**Exercise description**
Filter the records below, keeping only lines with the string "Right".
*** Provided entries ***
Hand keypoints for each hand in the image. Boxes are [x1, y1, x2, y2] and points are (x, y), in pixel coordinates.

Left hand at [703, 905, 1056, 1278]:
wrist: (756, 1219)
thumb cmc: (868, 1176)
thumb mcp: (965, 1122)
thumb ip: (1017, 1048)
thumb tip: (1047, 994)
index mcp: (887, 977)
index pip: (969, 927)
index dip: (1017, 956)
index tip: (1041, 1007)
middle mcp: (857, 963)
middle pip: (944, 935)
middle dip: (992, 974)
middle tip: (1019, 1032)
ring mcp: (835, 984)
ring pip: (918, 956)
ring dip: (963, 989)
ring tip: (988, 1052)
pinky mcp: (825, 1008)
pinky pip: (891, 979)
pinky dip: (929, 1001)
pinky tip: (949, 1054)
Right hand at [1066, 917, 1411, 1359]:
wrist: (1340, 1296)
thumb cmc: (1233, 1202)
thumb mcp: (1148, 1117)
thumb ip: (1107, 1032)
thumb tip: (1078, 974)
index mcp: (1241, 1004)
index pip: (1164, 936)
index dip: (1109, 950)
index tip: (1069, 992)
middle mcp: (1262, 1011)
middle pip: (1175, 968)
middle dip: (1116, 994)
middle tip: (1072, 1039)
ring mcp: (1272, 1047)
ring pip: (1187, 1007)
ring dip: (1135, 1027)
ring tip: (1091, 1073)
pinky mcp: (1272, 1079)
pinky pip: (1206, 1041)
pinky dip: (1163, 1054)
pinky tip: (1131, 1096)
*** End of Provided entries ***
*** Provided entries ***
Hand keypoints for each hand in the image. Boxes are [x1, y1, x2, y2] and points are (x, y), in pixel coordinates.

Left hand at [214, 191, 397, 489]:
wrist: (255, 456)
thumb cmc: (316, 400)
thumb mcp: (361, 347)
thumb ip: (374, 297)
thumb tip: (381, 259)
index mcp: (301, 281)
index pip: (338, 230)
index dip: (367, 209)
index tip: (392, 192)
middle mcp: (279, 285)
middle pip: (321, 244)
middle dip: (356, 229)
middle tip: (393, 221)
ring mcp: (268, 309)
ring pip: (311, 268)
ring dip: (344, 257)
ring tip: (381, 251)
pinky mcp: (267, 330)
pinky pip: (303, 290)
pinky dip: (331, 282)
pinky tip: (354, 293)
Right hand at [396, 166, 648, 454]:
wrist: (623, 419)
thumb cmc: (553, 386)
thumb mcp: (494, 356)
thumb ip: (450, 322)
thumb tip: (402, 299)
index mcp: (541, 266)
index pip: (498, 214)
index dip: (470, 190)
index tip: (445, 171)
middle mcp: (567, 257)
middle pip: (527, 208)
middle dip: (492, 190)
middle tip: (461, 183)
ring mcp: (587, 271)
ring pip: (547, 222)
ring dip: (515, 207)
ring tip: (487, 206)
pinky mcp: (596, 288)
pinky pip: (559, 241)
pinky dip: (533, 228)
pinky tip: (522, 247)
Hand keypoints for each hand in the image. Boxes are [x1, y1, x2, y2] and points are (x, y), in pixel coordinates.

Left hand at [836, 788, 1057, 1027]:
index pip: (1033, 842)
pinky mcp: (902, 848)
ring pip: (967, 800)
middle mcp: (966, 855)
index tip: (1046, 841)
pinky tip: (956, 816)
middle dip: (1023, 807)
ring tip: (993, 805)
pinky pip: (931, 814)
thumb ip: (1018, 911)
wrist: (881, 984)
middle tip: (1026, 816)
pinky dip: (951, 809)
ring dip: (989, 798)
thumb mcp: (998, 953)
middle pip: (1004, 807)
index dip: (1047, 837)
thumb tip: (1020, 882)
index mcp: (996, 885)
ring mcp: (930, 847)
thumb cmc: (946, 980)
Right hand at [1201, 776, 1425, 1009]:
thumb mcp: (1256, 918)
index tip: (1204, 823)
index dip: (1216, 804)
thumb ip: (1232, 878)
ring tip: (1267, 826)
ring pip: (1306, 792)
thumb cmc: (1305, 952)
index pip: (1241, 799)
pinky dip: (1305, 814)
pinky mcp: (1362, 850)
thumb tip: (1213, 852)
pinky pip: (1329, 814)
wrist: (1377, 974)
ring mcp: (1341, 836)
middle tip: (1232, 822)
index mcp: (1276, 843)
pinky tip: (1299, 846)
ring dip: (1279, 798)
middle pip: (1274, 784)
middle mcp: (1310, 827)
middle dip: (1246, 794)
*** End of Provided entries ***
**Finished task**
Right hand at [1066, 917, 1411, 1359]:
Right hand at [396, 166, 648, 454]:
Right hand at [1201, 776, 1425, 1009]:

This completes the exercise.